Collected data entries:
>>>

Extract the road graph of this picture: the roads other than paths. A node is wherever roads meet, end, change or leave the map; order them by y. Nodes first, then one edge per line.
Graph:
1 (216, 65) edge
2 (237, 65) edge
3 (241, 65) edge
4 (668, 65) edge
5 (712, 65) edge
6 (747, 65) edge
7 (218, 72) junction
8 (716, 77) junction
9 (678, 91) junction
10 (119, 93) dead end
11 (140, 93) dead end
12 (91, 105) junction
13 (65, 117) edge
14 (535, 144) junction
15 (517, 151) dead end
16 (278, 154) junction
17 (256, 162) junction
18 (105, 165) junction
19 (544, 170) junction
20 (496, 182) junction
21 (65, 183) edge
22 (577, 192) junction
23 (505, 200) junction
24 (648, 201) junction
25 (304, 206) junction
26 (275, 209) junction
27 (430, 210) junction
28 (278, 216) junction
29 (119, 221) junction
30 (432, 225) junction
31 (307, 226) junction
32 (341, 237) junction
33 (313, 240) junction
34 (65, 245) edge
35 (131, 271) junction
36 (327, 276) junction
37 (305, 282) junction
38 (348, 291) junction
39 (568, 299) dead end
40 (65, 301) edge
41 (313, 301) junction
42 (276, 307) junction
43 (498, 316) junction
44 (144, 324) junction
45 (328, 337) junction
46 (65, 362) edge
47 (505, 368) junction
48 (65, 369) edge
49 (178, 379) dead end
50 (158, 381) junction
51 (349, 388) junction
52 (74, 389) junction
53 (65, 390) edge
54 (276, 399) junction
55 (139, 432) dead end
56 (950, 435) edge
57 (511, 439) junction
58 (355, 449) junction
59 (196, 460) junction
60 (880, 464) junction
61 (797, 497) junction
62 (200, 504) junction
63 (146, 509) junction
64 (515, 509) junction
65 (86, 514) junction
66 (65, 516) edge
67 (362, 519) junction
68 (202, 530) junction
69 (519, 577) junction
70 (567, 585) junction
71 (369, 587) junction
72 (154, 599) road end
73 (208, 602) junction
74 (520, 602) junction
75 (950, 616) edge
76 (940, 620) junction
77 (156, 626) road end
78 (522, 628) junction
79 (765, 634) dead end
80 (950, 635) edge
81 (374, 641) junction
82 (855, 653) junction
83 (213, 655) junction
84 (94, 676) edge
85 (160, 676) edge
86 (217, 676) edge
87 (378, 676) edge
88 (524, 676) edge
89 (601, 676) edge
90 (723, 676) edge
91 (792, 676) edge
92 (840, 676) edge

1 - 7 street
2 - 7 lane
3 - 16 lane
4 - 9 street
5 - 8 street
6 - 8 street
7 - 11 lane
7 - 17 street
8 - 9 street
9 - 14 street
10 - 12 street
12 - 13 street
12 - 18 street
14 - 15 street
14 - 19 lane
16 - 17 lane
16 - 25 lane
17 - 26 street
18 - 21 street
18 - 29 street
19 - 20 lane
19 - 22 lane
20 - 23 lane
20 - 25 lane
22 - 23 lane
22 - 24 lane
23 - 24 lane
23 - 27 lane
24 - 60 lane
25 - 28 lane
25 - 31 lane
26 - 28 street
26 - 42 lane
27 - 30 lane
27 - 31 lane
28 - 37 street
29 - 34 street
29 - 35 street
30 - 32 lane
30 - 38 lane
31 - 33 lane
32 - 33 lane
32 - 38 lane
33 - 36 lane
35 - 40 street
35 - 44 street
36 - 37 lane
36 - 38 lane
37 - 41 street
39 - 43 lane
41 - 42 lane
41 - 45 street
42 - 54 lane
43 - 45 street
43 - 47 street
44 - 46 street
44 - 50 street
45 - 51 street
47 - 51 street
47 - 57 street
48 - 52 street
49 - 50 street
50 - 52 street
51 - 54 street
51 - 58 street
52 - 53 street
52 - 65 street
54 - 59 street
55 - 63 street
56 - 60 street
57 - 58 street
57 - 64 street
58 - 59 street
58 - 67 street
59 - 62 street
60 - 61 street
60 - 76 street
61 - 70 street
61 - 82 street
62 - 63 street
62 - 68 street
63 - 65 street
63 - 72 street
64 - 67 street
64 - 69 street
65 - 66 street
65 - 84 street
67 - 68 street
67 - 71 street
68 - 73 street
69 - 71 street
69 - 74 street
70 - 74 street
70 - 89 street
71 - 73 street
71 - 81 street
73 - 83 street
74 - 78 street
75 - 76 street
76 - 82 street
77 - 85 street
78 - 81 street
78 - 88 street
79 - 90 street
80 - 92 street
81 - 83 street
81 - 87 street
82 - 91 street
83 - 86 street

<<<

### To do
Write the records again exactly as they stand.

### Exercise result
Extract the road graph of this picture: the roads other than paths. A node is wherever roads meet, end, change or leave the map; order them by y. Nodes first, then one edge per line.
Graph:
1 (216, 65) edge
2 (237, 65) edge
3 (241, 65) edge
4 (668, 65) edge
5 (712, 65) edge
6 (747, 65) edge
7 (218, 72) junction
8 (716, 77) junction
9 (678, 91) junction
10 (119, 93) dead end
11 (140, 93) dead end
12 (91, 105) junction
13 (65, 117) edge
14 (535, 144) junction
15 (517, 151) dead end
16 (278, 154) junction
17 (256, 162) junction
18 (105, 165) junction
19 (544, 170) junction
20 (496, 182) junction
21 (65, 183) edge
22 (577, 192) junction
23 (505, 200) junction
24 (648, 201) junction
25 (304, 206) junction
26 (275, 209) junction
27 (430, 210) junction
28 (278, 216) junction
29 (119, 221) junction
30 (432, 225) junction
31 (307, 226) junction
32 (341, 237) junction
33 (313, 240) junction
34 (65, 245) edge
35 (131, 271) junction
36 (327, 276) junction
37 (305, 282) junction
38 (348, 291) junction
39 (568, 299) dead end
40 (65, 301) edge
41 (313, 301) junction
42 (276, 307) junction
43 (498, 316) junction
44 (144, 324) junction
45 (328, 337) junction
46 (65, 362) edge
47 (505, 368) junction
48 (65, 369) edge
49 (178, 379) dead end
50 (158, 381) junction
51 (349, 388) junction
52 (74, 389) junction
53 (65, 390) edge
54 (276, 399) junction
55 (139, 432) dead end
56 (950, 435) edge
57 (511, 439) junction
58 (355, 449) junction
59 (196, 460) junction
60 (880, 464) junction
61 (797, 497) junction
62 (200, 504) junction
63 (146, 509) junction
64 (515, 509) junction
65 (86, 514) junction
66 (65, 516) edge
67 (362, 519) junction
68 (202, 530) junction
69 (519, 577) junction
70 (567, 585) junction
71 (369, 587) junction
72 (154, 599) road end
73 (208, 602) junction
74 (520, 602) junction
75 (950, 616) edge
76 (940, 620) junction
77 (156, 626) road end
78 (522, 628) junction
79 (765, 634) dead end
80 (950, 635) edge
81 (374, 641) junction
82 (855, 653) junction
83 (213, 655) junction
84 (94, 676) edge
85 (160, 676) edge
86 (217, 676) edge
87 (378, 676) edge
88 (524, 676) edge
89 (601, 676) edge
90 (723, 676) edge
91 (792, 676) edge
92 (840, 676) edge

1 - 7 street
2 - 7 lane
3 - 16 lane
4 - 9 street
5 - 8 street
6 - 8 street
7 - 11 lane
7 - 17 street
8 - 9 street
9 - 14 street
10 - 12 street
12 - 13 street
12 - 18 street
14 - 15 street
14 - 19 lane
16 - 17 lane
16 - 25 lane
17 - 26 street
18 - 21 street
18 - 29 street
19 - 20 lane
19 - 22 lane
20 - 23 lane
20 - 25 lane
22 - 23 lane
22 - 24 lane
23 - 24 lane
23 - 27 lane
24 - 60 lane
25 - 28 lane
25 - 31 lane
26 - 28 street
26 - 42 lane
27 - 30 lane
27 - 31 lane
28 - 37 street
29 - 34 street
29 - 35 street
30 - 32 lane
30 - 38 lane
31 - 33 lane
32 - 33 lane
32 - 38 lane
33 - 36 lane
35 - 40 street
35 - 44 street
36 - 37 lane
36 - 38 lane
37 - 41 street
39 - 43 lane
41 - 42 lane
41 - 45 street
42 - 54 lane
43 - 45 street
43 - 47 street
44 - 46 street
44 - 50 street
45 - 51 street
47 - 51 street
47 - 57 street
48 - 52 street
49 - 50 street
50 - 52 street
51 - 54 street
51 - 58 street
52 - 53 street
52 - 65 street
54 - 59 street
55 - 63 street
56 - 60 street
57 - 58 street
57 - 64 street
58 - 59 street
58 - 67 street
59 - 62 street
60 - 61 street
60 - 76 street
61 - 70 street
61 - 82 street
62 - 63 street
62 - 68 street
63 - 65 street
63 - 72 street
64 - 67 street
64 - 69 street
65 - 66 street
65 - 84 street
67 - 68 street
67 - 71 street
68 - 73 street
69 - 71 street
69 - 74 street
70 - 74 street
70 - 89 street
71 - 73 street
71 - 81 street
73 - 83 street
74 - 78 street
75 - 76 street
76 - 82 street
77 - 85 street
78 - 81 street
78 - 88 street
79 - 90 street
80 - 92 street
81 - 83 street
81 - 87 street
82 - 91 street
83 - 86 street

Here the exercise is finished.